Es fließt

Das Jeff Berlin Trio gastierte im Teatro IFT

Von Mirka Borchardt


Die Liste liest sich wie ein “Who’s Who” der internationalen Jazz-, Rock- und Bluesszene: Van Halen, Chick Corea, Rush, Frank Zappa, Bill Evans, Herbie Hancock, Chet Baker. Sie zählen zu denen, mit denen die drei Musiker, die heute auf der Bühne des Teatro IFT stehen, schon zusammengearbeitet haben. Große Erwartungen also. Das Jeff Berlin Trio wird sie nicht enttäuschen.

Das Trio, das sind Jeff Berlin (Bass), Míke Clark (Schlagzeug) und Richard Drexler (Piano). Jeff Berlin ist einer der virtuosesten und talentiertesten Bassisten der Welt. Als Sohn einer Musikerfamilie – seine Mutter war Pianistin, sein Vater Opernsänger – kam er naturgemäß früh in Kontakt mit der Musik. Und blieb ihr treu. Während seiner langen Karriere arbeitete der mittlerweile 59-Jährige mit fast allen großen Rock-, Funk-, Blues- und Jazzgrößen zusammen. Offensichtlich hat das sein Ego nicht korrumpiert. In verwaschenem schwarzem Hemd, das vermutlich schon bei diversen Aufnahmen mit Frank Zappa und Mike Stern dabei war, kommt er auf die Bühne und erklärt in sympathisch-gebrochenem Spanisch, dass er sich freut, wieder da zu sein – es ist nicht sein erstes Mal in Argentinien. Dann legen sie los.

Die ersten fünf Minuten sind zugegebenermaßen schwierig. Man muss sich einhören in diese Musik. Zunächst klingt sie wie Fahrstuhlunterhaltung, für ungeübte Ohren. Erst allmählich schälen sich Rhythmus und Melodiestränge heraus, dann beginnt der Kopf mitzunicken, die Finger trommeln den Beat und man versinkt, um immer wieder mal kurz aufzutauchen bei den Rhythmuswechseln.

“Sollten wir den Zuhörern nicht sagen, was wir hier eigentlich spielen?”, fragt Pianist Richard Drexler irgendwann. Er schaut ein bisschen aus wie der Weihnachtsmann, mit seinem langen weißen Bart. “Och, nö”, sagt Berlin. “Die meisten von euch waren doch noch gar nicht auf der Welt, als wir die Stücke komponiert haben.” Und dann geht es weiter.

Drexlers Curriculum ist nicht weniger illuster als das Berlins. Doch scheint er trotzdem – oder deswegen – kein Problem damit zu haben, im Hintergrund zu wirken.
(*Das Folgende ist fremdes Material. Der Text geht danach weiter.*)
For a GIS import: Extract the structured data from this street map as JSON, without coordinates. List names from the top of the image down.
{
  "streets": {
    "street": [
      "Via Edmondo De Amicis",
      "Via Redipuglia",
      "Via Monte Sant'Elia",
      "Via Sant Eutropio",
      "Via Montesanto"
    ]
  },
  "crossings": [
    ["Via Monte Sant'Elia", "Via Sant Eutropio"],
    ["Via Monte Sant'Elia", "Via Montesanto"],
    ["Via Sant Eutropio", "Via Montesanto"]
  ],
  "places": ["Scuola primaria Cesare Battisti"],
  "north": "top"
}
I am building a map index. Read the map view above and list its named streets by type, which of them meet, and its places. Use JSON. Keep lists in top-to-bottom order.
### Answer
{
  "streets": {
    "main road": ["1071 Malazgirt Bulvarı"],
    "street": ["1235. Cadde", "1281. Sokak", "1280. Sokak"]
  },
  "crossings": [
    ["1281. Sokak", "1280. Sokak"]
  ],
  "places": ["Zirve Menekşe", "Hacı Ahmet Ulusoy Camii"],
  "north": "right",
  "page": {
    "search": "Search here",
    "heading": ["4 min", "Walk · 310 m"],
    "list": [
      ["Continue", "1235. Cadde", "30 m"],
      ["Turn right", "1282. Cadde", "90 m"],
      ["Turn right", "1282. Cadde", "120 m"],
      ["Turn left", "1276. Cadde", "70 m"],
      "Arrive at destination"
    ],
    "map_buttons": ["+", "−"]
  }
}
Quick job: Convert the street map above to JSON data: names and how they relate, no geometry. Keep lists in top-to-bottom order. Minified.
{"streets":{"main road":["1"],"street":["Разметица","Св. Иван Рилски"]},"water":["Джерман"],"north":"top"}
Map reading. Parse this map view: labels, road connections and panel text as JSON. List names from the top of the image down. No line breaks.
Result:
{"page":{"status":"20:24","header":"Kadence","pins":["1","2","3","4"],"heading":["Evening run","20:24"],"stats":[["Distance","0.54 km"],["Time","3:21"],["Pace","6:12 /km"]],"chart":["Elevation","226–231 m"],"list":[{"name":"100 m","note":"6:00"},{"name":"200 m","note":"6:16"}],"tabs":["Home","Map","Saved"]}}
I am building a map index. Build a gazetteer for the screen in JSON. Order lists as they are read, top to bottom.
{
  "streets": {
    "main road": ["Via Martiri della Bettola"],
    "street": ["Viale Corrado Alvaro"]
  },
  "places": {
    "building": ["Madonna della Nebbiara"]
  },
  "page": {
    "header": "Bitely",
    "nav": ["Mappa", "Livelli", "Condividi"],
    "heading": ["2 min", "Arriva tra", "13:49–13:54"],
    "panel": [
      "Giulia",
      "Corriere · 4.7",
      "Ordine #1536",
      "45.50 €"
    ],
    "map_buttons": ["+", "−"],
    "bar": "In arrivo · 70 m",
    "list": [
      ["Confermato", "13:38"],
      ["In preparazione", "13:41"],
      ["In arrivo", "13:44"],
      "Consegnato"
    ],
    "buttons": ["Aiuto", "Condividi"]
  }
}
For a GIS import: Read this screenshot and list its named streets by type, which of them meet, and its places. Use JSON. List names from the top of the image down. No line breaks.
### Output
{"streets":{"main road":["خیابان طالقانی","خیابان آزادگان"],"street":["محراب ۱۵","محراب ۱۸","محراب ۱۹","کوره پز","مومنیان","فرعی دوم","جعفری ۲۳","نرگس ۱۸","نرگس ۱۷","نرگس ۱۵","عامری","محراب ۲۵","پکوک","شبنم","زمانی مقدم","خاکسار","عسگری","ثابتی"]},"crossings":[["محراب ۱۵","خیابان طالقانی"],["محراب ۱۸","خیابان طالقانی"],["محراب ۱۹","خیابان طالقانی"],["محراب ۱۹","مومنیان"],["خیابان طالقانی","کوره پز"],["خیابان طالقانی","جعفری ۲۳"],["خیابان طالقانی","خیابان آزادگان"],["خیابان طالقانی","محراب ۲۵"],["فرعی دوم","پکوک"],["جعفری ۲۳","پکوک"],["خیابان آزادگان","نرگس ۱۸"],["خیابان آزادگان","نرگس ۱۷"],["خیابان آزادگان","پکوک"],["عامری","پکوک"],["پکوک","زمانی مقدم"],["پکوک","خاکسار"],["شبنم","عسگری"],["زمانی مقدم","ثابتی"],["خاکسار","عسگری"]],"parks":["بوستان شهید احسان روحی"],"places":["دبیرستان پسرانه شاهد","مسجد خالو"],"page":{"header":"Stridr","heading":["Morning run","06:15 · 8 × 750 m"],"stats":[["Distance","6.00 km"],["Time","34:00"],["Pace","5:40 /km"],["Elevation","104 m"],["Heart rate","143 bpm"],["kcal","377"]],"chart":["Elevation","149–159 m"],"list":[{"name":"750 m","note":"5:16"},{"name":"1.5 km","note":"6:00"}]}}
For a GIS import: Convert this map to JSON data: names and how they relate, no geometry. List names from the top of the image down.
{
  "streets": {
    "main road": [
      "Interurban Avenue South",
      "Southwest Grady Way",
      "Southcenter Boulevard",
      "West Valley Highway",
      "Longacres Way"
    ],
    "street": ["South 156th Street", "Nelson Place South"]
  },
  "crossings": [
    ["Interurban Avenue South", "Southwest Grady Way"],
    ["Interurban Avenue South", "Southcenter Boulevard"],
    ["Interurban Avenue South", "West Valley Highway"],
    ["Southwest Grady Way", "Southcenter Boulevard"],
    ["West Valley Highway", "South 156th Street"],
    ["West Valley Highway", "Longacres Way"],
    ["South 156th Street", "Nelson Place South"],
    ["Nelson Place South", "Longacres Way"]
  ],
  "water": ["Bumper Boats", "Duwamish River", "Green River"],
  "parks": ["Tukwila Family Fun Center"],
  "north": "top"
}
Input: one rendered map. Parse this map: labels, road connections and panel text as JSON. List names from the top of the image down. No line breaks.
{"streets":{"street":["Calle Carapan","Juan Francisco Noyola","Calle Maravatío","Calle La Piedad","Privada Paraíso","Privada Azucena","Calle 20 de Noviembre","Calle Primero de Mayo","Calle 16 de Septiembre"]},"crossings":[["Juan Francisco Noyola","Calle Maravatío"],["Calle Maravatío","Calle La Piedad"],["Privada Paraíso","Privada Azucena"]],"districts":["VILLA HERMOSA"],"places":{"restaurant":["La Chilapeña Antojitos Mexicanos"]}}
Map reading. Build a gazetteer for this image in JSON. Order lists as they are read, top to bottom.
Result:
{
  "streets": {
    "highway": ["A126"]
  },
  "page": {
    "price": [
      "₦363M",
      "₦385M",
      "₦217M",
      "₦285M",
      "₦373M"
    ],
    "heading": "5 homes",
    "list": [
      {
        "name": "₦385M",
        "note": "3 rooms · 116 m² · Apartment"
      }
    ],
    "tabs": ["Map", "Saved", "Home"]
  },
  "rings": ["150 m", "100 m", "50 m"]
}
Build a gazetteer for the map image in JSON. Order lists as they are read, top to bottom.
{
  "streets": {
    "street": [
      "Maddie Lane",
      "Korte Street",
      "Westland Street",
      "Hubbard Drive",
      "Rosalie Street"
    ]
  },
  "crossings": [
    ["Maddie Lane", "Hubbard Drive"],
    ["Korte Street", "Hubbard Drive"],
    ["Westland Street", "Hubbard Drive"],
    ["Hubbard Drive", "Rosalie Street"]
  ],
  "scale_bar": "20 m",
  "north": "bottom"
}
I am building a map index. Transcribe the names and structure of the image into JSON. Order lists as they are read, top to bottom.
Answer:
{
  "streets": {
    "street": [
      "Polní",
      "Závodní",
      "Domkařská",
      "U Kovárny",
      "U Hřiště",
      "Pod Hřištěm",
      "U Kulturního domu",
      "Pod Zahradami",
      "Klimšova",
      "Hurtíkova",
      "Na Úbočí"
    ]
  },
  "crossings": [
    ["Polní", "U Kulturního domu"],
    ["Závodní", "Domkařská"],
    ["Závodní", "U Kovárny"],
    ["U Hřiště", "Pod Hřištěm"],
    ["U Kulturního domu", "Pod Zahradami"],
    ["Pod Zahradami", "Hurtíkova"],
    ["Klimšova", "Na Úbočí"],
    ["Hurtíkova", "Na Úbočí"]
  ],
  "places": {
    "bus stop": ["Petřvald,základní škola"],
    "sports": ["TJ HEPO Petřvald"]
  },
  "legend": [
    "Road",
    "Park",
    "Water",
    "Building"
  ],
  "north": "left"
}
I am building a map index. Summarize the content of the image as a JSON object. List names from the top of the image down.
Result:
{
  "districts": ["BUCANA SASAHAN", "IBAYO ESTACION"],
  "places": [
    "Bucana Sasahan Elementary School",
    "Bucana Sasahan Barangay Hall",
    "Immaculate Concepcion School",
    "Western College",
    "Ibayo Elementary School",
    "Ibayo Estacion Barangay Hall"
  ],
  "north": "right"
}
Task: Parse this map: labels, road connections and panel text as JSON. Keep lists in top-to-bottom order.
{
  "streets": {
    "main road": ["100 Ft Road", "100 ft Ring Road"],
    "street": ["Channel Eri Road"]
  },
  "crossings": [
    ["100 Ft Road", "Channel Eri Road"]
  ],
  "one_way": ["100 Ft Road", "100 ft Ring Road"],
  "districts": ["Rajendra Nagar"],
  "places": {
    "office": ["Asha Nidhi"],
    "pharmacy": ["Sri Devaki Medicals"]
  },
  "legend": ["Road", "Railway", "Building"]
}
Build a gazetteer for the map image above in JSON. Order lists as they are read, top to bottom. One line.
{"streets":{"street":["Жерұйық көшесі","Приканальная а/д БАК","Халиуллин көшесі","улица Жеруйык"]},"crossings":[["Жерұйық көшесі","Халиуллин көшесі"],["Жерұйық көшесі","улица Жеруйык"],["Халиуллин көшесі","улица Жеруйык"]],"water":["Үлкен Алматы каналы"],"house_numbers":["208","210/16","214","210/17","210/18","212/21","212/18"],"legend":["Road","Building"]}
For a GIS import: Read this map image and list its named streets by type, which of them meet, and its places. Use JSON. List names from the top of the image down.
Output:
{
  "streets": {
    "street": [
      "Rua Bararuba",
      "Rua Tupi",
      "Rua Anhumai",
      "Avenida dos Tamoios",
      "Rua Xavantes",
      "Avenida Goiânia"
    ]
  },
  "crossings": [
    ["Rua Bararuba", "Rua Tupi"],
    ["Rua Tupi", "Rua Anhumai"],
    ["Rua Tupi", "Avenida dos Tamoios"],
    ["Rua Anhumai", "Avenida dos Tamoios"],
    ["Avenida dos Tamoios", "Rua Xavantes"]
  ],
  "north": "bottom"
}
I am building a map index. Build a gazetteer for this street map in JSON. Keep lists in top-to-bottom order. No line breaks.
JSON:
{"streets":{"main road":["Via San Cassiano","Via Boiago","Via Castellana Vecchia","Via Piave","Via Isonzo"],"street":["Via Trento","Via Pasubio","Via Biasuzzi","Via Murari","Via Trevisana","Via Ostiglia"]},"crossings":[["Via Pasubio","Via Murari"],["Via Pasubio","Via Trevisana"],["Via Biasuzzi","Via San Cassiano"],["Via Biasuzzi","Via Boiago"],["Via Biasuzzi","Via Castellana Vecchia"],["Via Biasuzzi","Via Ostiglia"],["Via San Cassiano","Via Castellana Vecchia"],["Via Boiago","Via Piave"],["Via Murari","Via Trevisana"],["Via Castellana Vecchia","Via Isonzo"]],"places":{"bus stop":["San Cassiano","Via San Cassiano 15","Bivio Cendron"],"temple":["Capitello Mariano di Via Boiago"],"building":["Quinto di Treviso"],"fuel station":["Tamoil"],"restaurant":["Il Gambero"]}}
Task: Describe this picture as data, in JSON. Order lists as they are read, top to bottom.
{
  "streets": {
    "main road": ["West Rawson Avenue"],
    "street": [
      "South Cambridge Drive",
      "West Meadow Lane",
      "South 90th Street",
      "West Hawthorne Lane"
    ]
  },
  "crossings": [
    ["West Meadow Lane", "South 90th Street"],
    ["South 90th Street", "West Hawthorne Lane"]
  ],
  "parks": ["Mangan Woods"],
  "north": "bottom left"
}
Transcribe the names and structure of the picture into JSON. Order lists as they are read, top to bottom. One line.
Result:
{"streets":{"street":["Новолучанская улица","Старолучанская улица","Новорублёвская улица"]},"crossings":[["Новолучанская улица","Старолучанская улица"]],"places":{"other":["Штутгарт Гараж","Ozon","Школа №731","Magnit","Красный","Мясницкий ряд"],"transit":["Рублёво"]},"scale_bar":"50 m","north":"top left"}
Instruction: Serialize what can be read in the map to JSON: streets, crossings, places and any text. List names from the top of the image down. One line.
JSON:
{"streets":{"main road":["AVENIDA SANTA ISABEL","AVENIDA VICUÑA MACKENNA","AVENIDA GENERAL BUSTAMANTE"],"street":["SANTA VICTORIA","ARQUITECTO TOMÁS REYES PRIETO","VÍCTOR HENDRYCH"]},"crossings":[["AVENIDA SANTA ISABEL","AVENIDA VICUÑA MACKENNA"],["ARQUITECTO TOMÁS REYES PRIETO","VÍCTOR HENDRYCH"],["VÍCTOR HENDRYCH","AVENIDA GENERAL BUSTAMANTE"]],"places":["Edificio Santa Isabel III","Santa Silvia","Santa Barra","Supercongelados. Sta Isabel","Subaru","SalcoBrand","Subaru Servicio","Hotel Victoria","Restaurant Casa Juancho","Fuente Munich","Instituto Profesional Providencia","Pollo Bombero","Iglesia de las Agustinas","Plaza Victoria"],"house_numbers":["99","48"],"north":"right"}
Seine Parts wirken eher wie Ergänzungen zu Bass und Gitarre, manchmal ist er kaum herauszuhören. Doch ab und zu blitzt es hervor, und in diesen Momenten ist ein Hauch seiner Genialität zu erahnen. Leider auch nicht mehr. Und wenn man ehrlich ist, ist das auch bei Berlin der Fall. Ein paar Stellen, vor allem zum Ende hin, lassen eine Frank-Zappa-Glamourösität zwar durchscheinen, doch sind das eher die Ausnahmemomente.

Der wahre Star des Abends ist der Schlagzeuger. Bei Mike Clarks Soli schwimmt man nicht nur mit, man befindet sich im Auge des Strudels. 65 Jahre ist er alt, aber er scheint lebendiger als seine beiden Kollegen. Seine Freude am Spiel ist ansteckend, und damit trägt er auch seine Musikerfreunde zu einem finalen Höhepunkt.

“Das Schmutzige in der Musik suchen”, so fasst Berlin zusammen, was ihn in seinem Musikerdasein antrieb. Schmutzig ist der heutige Abend zwar weniger. Aber, um im Bild zu bleiben, durchaus fließend. Die einzige Anmerkung, die zu machen wäre: Vielleicht sollte das Trio Mike Clark Trio heißen.